▶ Source records
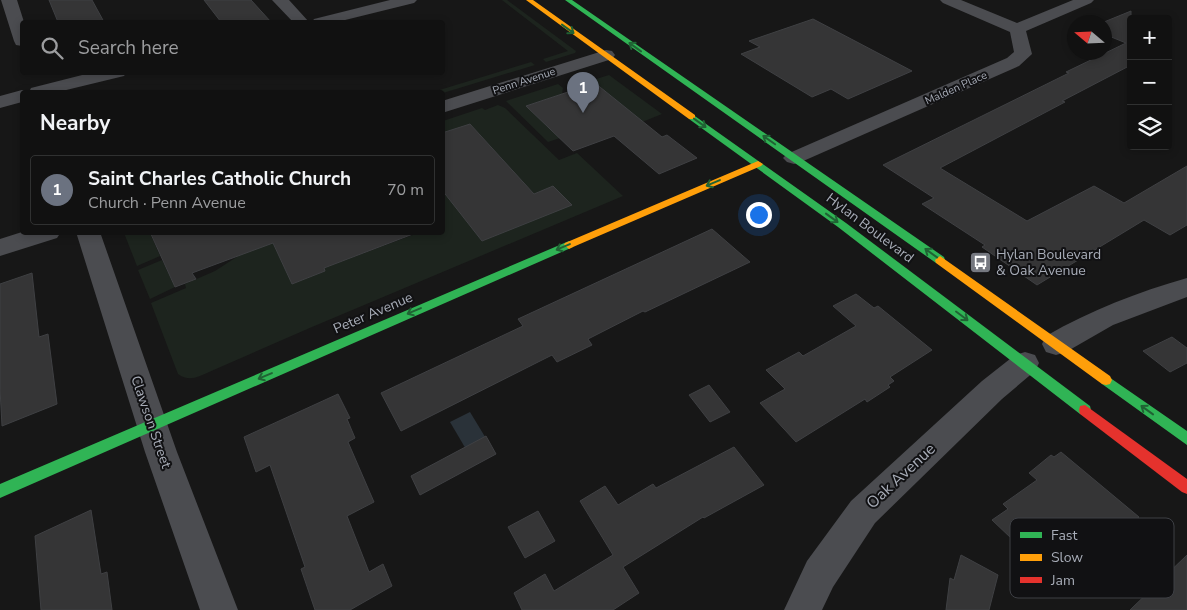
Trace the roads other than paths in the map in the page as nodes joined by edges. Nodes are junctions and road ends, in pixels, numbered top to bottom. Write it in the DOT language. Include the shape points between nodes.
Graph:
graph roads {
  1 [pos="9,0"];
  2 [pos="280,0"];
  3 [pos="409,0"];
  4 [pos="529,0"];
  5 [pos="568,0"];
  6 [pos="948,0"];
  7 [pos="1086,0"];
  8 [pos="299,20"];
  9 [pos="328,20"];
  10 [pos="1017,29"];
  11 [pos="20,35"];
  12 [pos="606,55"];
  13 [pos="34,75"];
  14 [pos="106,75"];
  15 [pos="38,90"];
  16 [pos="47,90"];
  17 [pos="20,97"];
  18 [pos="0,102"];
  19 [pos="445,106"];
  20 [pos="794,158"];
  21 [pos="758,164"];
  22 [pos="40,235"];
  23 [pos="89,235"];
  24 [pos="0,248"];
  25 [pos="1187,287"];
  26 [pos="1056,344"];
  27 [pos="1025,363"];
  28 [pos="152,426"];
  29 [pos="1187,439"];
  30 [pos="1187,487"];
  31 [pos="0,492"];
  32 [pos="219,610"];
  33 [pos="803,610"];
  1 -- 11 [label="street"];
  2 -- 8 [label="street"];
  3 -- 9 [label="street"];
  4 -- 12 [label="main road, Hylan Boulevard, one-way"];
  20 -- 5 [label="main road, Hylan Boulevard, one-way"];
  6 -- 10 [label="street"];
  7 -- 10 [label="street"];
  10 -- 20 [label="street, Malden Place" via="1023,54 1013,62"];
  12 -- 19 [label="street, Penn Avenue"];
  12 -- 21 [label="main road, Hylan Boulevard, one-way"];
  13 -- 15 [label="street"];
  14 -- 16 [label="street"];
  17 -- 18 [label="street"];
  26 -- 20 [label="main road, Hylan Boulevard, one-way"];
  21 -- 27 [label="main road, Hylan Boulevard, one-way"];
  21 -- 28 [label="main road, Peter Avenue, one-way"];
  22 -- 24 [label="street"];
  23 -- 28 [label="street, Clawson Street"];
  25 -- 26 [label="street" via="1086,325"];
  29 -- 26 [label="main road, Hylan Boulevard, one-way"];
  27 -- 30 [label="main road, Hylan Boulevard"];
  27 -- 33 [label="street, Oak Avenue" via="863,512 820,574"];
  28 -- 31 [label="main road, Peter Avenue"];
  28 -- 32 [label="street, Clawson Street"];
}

▶ Problem
Go through the material above and state how many lines hold the word "Hylan". Give only the number.

▶ Written response
7